# Exercise directions
Please count how many lines in the entries below contain "roads" and reply with the figure alone.

----- Data under study

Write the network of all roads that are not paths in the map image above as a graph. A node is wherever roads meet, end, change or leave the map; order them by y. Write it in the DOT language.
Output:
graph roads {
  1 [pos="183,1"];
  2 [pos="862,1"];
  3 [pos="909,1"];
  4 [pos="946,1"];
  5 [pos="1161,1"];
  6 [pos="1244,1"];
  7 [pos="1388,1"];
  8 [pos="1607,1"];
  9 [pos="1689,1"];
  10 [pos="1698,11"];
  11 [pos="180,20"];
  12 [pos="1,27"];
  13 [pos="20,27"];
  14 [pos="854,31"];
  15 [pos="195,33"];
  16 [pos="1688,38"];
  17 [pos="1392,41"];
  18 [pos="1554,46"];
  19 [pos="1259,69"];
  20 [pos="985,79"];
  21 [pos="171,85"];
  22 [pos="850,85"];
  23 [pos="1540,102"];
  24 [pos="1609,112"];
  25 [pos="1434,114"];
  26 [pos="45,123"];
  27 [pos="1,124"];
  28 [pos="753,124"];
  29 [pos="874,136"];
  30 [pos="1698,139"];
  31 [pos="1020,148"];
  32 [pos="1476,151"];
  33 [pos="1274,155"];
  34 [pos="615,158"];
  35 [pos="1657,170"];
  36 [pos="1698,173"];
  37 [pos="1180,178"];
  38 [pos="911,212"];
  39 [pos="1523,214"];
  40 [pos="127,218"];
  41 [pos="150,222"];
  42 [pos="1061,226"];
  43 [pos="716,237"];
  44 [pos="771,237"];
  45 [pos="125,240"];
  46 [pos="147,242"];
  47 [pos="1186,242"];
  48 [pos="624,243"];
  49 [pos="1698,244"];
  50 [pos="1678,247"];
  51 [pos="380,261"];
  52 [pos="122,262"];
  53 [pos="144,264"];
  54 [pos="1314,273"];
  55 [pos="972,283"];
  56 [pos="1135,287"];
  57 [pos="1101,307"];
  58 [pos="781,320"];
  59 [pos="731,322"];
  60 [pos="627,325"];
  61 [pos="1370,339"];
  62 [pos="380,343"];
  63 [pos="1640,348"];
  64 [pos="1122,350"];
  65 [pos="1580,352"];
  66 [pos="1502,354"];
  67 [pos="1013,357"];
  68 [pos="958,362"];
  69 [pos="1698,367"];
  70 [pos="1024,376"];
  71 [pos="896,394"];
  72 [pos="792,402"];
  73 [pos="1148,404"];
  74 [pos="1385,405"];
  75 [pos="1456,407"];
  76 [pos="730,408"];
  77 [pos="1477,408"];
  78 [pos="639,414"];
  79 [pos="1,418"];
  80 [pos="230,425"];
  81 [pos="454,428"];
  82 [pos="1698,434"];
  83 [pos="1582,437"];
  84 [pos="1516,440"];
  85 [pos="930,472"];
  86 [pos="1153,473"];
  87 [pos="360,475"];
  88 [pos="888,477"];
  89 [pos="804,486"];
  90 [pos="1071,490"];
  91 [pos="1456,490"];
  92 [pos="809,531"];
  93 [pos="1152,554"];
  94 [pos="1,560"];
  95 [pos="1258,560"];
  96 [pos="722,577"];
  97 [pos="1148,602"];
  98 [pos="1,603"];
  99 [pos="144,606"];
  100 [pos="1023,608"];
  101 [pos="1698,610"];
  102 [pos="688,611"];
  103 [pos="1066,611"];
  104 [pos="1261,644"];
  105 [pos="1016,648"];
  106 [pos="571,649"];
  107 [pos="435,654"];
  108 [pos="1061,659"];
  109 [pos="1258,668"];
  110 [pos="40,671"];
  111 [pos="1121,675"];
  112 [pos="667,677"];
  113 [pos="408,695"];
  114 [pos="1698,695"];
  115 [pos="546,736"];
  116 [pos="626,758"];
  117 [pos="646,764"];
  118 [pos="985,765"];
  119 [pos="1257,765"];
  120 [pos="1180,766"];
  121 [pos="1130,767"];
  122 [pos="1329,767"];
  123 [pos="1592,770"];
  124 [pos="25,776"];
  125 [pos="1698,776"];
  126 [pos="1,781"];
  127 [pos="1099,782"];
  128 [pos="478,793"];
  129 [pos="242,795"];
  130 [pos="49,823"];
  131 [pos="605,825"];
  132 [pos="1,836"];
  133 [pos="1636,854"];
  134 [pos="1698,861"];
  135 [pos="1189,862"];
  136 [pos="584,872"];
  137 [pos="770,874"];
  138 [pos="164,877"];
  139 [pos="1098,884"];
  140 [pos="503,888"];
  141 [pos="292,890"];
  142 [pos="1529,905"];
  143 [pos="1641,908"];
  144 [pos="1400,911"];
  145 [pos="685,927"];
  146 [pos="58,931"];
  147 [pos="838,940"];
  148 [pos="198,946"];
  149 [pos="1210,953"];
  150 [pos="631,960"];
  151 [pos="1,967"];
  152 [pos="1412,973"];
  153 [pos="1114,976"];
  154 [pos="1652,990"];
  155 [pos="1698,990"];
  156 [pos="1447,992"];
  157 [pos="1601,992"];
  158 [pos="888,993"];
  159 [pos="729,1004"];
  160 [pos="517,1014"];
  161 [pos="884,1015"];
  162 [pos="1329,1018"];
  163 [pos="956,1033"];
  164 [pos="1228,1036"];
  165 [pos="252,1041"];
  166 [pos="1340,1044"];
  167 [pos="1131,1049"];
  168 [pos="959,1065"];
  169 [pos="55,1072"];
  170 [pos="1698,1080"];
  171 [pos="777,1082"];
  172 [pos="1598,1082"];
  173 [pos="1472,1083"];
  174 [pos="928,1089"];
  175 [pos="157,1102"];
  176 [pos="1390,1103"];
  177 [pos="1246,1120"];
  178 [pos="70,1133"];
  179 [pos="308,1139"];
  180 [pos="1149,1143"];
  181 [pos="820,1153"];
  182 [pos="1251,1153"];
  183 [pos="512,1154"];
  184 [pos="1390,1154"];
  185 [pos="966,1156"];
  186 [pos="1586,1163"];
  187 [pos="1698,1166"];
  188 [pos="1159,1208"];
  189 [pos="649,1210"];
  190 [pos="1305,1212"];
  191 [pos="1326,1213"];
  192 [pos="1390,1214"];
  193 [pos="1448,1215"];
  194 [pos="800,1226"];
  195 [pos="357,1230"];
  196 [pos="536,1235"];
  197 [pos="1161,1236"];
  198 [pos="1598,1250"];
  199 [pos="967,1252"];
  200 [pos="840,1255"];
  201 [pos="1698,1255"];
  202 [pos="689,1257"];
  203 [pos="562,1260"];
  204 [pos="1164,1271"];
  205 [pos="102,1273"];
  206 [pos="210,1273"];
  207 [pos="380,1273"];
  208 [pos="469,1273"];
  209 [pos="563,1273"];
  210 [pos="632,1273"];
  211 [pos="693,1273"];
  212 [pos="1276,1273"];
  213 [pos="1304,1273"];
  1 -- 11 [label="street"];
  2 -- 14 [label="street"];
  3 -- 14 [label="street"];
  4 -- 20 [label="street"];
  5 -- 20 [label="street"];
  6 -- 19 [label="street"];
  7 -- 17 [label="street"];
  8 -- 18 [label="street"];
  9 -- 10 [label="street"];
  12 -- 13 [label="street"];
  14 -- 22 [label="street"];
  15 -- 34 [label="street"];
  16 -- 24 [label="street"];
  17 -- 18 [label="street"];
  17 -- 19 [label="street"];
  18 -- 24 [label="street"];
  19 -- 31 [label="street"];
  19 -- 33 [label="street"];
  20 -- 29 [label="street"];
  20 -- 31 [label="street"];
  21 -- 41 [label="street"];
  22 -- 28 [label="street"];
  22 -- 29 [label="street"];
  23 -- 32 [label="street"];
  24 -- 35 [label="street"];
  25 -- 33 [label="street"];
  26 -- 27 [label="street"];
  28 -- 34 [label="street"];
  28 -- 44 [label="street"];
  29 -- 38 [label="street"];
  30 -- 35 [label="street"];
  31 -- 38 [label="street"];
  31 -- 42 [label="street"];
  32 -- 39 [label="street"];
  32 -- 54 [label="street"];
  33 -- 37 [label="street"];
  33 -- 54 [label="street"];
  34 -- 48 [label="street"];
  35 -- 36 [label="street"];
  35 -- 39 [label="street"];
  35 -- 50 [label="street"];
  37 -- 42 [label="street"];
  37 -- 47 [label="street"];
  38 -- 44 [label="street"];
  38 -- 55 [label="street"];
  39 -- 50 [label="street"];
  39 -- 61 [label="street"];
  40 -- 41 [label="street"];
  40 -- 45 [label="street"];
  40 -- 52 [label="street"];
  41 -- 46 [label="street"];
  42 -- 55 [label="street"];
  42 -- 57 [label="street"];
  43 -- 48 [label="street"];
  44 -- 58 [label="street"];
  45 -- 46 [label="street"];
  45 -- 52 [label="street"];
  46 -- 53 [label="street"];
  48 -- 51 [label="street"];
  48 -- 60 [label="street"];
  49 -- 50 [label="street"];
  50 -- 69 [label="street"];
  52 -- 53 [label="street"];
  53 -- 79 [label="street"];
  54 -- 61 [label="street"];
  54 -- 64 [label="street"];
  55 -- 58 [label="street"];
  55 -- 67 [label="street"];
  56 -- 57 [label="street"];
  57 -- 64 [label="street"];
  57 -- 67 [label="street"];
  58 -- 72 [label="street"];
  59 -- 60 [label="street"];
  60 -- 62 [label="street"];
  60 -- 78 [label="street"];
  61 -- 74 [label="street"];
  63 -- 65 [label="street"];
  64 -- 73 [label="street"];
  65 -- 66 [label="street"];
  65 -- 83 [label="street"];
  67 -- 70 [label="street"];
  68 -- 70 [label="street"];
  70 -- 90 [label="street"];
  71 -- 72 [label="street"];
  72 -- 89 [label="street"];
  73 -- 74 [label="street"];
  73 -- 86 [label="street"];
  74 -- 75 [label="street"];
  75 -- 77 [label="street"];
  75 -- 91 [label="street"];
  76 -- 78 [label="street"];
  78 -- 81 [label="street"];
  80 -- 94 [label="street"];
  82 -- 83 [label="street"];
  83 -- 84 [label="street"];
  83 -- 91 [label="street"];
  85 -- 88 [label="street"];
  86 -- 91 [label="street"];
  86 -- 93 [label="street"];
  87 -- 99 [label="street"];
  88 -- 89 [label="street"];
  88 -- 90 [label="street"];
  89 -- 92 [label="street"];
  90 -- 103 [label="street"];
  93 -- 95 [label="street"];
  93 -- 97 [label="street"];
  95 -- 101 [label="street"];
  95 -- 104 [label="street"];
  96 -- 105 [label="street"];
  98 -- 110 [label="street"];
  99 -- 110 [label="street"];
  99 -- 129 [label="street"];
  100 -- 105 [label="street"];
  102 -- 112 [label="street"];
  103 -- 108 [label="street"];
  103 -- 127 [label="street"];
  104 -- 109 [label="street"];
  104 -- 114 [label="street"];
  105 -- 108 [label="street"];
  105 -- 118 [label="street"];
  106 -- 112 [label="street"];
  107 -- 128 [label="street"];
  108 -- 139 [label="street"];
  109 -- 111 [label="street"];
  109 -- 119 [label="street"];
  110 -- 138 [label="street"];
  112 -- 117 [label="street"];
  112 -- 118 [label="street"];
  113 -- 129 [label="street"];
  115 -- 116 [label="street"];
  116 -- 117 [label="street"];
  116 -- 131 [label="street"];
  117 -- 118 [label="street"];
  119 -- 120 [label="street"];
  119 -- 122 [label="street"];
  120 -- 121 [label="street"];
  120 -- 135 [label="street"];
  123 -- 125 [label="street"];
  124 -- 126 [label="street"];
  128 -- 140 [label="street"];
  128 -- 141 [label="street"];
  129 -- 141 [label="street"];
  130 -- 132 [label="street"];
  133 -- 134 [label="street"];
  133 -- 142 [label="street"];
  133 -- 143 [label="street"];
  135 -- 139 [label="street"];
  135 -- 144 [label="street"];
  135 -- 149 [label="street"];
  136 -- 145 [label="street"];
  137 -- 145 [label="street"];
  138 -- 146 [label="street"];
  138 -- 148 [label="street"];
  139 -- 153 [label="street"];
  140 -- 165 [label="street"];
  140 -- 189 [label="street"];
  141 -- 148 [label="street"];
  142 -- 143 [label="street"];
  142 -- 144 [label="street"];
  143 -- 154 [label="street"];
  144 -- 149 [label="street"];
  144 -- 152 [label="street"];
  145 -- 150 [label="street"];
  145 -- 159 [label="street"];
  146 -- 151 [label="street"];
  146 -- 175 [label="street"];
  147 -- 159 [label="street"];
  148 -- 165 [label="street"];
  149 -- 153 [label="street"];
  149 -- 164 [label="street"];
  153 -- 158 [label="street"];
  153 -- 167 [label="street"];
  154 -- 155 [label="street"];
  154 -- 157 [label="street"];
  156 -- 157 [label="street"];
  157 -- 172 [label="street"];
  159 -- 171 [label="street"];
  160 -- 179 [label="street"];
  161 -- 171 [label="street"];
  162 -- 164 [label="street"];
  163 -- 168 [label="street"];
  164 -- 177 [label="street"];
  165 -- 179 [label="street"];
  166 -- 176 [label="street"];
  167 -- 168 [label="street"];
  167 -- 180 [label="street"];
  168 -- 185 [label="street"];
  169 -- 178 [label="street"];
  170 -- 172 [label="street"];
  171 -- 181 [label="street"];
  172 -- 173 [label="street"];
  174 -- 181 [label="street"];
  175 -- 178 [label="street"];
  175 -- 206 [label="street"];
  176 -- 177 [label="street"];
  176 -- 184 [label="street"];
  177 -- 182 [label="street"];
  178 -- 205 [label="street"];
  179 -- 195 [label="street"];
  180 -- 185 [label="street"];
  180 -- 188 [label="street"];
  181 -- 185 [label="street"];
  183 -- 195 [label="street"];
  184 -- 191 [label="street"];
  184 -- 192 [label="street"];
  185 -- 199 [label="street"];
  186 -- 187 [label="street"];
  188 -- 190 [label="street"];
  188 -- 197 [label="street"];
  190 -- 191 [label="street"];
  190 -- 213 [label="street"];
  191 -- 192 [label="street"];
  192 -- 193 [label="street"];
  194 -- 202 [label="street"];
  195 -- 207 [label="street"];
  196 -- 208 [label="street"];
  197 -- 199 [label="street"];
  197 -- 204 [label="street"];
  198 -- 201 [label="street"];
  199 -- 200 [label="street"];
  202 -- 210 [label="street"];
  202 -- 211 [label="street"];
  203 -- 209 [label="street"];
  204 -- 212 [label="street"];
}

----------

# Written reply
2